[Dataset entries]
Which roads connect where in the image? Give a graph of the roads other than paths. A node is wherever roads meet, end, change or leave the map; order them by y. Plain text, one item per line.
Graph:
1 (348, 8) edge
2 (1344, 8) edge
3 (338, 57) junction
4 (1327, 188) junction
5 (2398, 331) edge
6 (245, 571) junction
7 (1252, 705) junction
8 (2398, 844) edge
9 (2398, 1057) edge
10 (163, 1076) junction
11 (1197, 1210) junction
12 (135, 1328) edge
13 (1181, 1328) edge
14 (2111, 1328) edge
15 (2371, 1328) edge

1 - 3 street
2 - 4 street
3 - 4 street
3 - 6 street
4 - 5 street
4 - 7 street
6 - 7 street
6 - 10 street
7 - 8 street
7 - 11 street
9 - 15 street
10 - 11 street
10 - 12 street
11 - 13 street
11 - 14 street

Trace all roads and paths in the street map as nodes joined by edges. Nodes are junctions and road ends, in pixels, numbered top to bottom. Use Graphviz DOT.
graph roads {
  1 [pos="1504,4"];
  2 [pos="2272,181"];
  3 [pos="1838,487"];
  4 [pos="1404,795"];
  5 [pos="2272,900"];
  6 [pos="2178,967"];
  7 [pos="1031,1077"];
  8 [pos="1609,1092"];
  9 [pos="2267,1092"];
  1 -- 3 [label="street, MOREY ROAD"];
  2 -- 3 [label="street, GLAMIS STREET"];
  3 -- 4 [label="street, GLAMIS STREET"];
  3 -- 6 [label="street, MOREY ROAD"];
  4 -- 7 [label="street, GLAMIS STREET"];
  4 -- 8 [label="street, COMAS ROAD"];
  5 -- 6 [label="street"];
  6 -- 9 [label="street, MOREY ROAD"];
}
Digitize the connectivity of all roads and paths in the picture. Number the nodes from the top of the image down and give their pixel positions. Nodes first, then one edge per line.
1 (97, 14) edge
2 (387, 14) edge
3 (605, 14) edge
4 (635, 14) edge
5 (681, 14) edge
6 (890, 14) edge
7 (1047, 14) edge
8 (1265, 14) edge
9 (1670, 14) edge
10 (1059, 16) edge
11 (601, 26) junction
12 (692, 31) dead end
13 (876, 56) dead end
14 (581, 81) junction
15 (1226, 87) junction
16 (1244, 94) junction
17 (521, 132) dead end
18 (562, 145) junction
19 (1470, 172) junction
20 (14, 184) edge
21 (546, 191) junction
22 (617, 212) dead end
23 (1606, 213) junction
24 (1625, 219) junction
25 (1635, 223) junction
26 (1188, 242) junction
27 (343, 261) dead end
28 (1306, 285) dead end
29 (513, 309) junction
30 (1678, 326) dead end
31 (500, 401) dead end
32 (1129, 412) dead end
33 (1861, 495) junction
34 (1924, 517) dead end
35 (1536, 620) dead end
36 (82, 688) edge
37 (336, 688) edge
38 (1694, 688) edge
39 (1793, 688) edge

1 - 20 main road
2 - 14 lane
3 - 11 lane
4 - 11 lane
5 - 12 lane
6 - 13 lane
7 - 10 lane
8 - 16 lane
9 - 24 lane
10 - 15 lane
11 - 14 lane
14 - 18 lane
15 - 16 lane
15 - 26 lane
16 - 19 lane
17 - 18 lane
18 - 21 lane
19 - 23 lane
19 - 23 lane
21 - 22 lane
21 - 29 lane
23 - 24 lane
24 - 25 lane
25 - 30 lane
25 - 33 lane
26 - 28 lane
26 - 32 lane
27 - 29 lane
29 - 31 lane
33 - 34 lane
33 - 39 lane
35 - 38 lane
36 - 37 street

▶ _Problem_:
Exact copy required. Retype all of the entries word for word.

▶ _Task solution_:
Which roads connect where in the image? Give a graph of the roads other than paths. A node is wherever roads meet, end, change or leave the map; order them by y. Plain text, one item per line.
Graph:
1 (348, 8) edge
2 (1344, 8) edge
3 (338, 57) junction
4 (1327, 188) junction
5 (2398, 331) edge
6 (245, 571) junction
7 (1252, 705) junction
8 (2398, 844) edge
9 (2398, 1057) edge
10 (163, 1076) junction
11 (1197, 1210) junction
12 (135, 1328) edge
13 (1181, 1328) edge
14 (2111, 1328) edge
15 (2371, 1328) edge

1 - 3 street
2 - 4 street
3 - 4 street
3 - 6 street
4 - 5 street
4 - 7 street
6 - 7 street
6 - 10 street
7 - 8 street
7 - 11 street
9 - 15 street
10 - 11 street
10 - 12 street
11 - 13 street
11 - 14 street

Trace all roads and paths in the street map as nodes joined by edges. Nodes are junctions and road ends, in pixels, numbered top to bottom. Use Graphviz DOT.
graph roads {
  1 [pos="1504,4"];
  2 [pos="2272,181"];
  3 [pos="1838,487"];
  4 [pos="1404,795"];
  5 [pos="2272,900"];
  6 [pos="2178,967"];
  7 [pos="1031,1077"];
  8 [pos="1609,1092"];
  9 [pos="2267,1092"];
  1 -- 3 [label="street, MOREY ROAD"];
  2 -- 3 [label="street, GLAMIS STREET"];
  3 -- 4 [label="street, GLAMIS STREET"];
  3 -- 6 [label="street, MOREY ROAD"];
  4 -- 7 [label="street, GLAMIS STREET"];
  4 -- 8 [label="street, COMAS ROAD"];
  5 -- 6 [label="street"];
  6 -- 9 [label="street, MOREY ROAD"];
}
Digitize the connectivity of all roads and paths in the picture. Number the nodes from the top of the image down and give their pixel positions. Nodes first, then one edge per line.
1 (97, 14) edge
2 (387, 14) edge
3 (605, 14) edge
4 (635, 14) edge
5 (681, 14) edge
6 (890, 14) edge
7 (1047, 14) edge
8 (1265, 14) edge
9 (1670, 14) edge
10 (1059, 16) edge
11 (601, 26) junction
12 (692, 31) dead end
13 (876, 56) dead end
14 (581, 81) junction
15 (1226, 87) junction
16 (1244, 94) junction
17 (521, 132) dead end
18 (562, 145) junction
19 (1470, 172) junction
20 (14, 184) edge
21 (546, 191) junction
22 (617, 212) dead end
23 (1606, 213) junction
24 (1625, 219) junction
25 (1635, 223) junction
26 (1188, 242) junction
27 (343, 261) dead end
28 (1306, 285) dead end
29 (513, 309) junction
30 (1678, 326) dead end
31 (500, 401) dead end
32 (1129, 412) dead end
33 (1861, 495) junction
34 (1924, 517) dead end
35 (1536, 620) dead end
36 (82, 688) edge
37 (336, 688) edge
38 (1694, 688) edge
39 (1793, 688) edge

1 - 20 main road
2 - 14 lane
3 - 11 lane
4 - 11 lane
5 - 12 lane
6 - 13 lane
7 - 10 lane
8 - 16 lane
9 - 24 lane
10 - 15 lane
11 - 14 lane
14 - 18 lane
15 - 16 lane
15 - 26 lane
16 - 19 lane
17 - 18 lane
18 - 21 lane
19 - 23 lane
19 - 23 lane
21 - 22 lane
21 - 29 lane
23 - 24 lane
24 - 25 lane
25 - 30 lane
25 - 33 lane
26 - 28 lane
26 - 32 lane
27 - 29 lane
29 - 31 lane
33 - 34 lane
33 - 39 lane
35 - 38 lane
36 - 37 street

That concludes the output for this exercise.